Ansätze eines nachhaltigen Sandmanagements

Trotz dieser bedrohlichen Entwicklungen und vielfältigen Missstände waren die ökologischen und gesellschaftlichen Folgen der Sandwirtschaft für die internationale Gemeinschaft bis vor kurzem kein Thema. So erwähnt die UNO-Agenda 2030 für nachhaltige Entwicklung von 2015 den Rohstoff Sand mit keinem Wort. Erst mit dem 2019 veröffentlichten Bericht «Sand and Sustainability» («Sand und Nachhaltigkeit») des UNO-Umweltprogramms (UNEP) kam das Thema auf die internationale politische Agenda. Er verweist darauf, dass sich die Nachfrage nach Sand durch veränderte Verbrauchsmuster, Bevölkerungswachstum, zunehmende Verstädterung und Infrastrukturentwicklung in den letzten 20 Jahren verdreifacht hat, und sucht nach Antworten für die vielfältigen Herausforderungen.

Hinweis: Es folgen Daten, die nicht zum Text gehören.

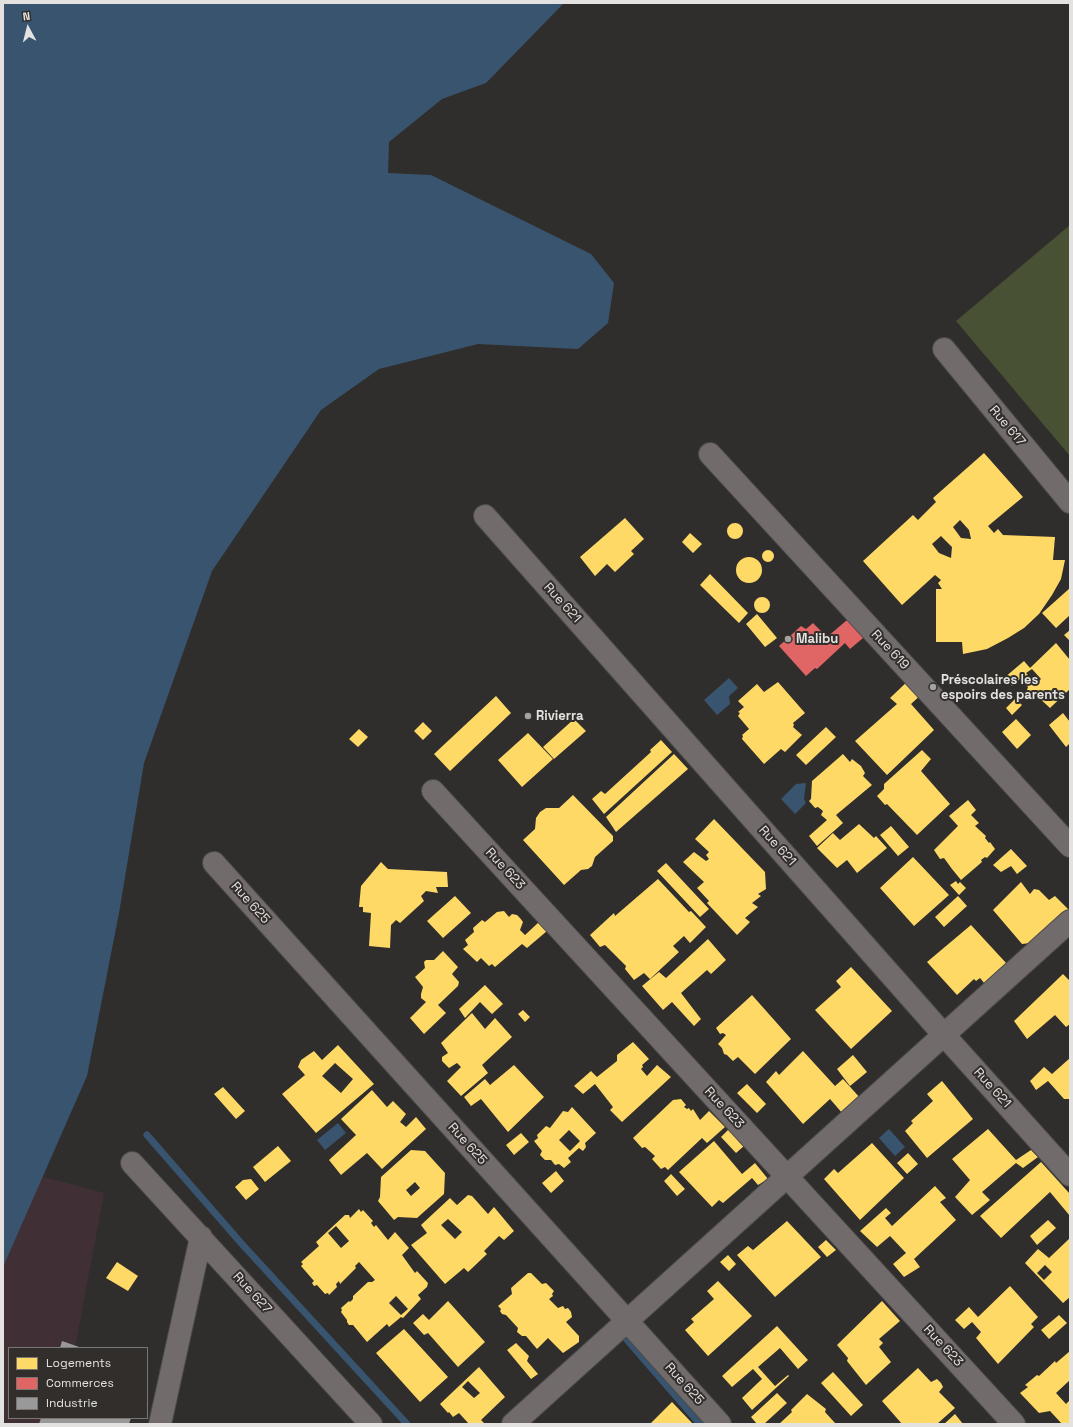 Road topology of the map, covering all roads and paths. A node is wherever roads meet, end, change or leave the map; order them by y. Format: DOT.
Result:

Der Bericht benennt Kernpunkte für eine nachhaltige Bewirtschaftung der weltweiten Sandressourcen. Um die Schäden an Fluss-, Strand- und Meeresökosystemen und damit auch die gesellschaftlichen Risiken in Sandabbaustätten zu vermeiden, empfehlen die Autorinnen und Autoren, den Verbrauch von Sand und Kies durch effizientere Infrastruktur- und Bauplanung zu verringern sowie nach Möglichkeit rezyklierte und alternative Baumaterialien einzusetzen, zum Beispiel nachwachsende Baustoffe, nach denen seit längerem geforscht wird. Gleichzeitig sollen bestehende Standards und bewährte Praktiken, wie sie bei anderen Rohstoffen Anwendung finden, an die jeweiligen nationalen Gegebenheiten angepasst und durchgesetzt werden. Dies würde die unverantwortliche und illegale Gewinnung von Sand zumindest eindämmen. Zusätzlich braucht es Investitionen in die Messung, Überwachung und Planung der Sandgewinnung und des Sandverbrauchs. Schliesslich gilt es, die fragmentierte und vielerorts stark informell geprägte Sandindustrie auf gemeinsame Nachhaltigkeitsregeln zu verpflichten. Dies verlangt einen auf Transparenz und Rechenschaftspflicht basierenden Dialog zwischen den wichtigsten Akteuren und Interessengruppen in der Sandwertschöpfungskette.

Es würde der Schweiz gut anstehen, sich beim Aufbau und der Etablierung des genannten Dialogs aktiv einzubringen. Denn auch wenn sie selbst noch lange über genügend Sand verfügen wird, sollte es in ihrem Interesse sein, dass für die Sandindustrie in Zukunft weltweit die gleichen verbindlichen Nachhaltigkeitsregeln und -praktiken gelten. Zudem hat die Schweiz sich in ihrer Strategie Nachhaltige Entwicklung 2030 unter anderem verpflichtet, auch international «Programme zur Förderung von nachhaltigen Konsum- und Produktionsmustern» zu unterstützen und «Wohlstand und Wohlergehen unter Schonung der natürlichen Ressourcen zu sichern» (Kap. 4.1.1-2). Hier hat sie die Gelegenheit dazu.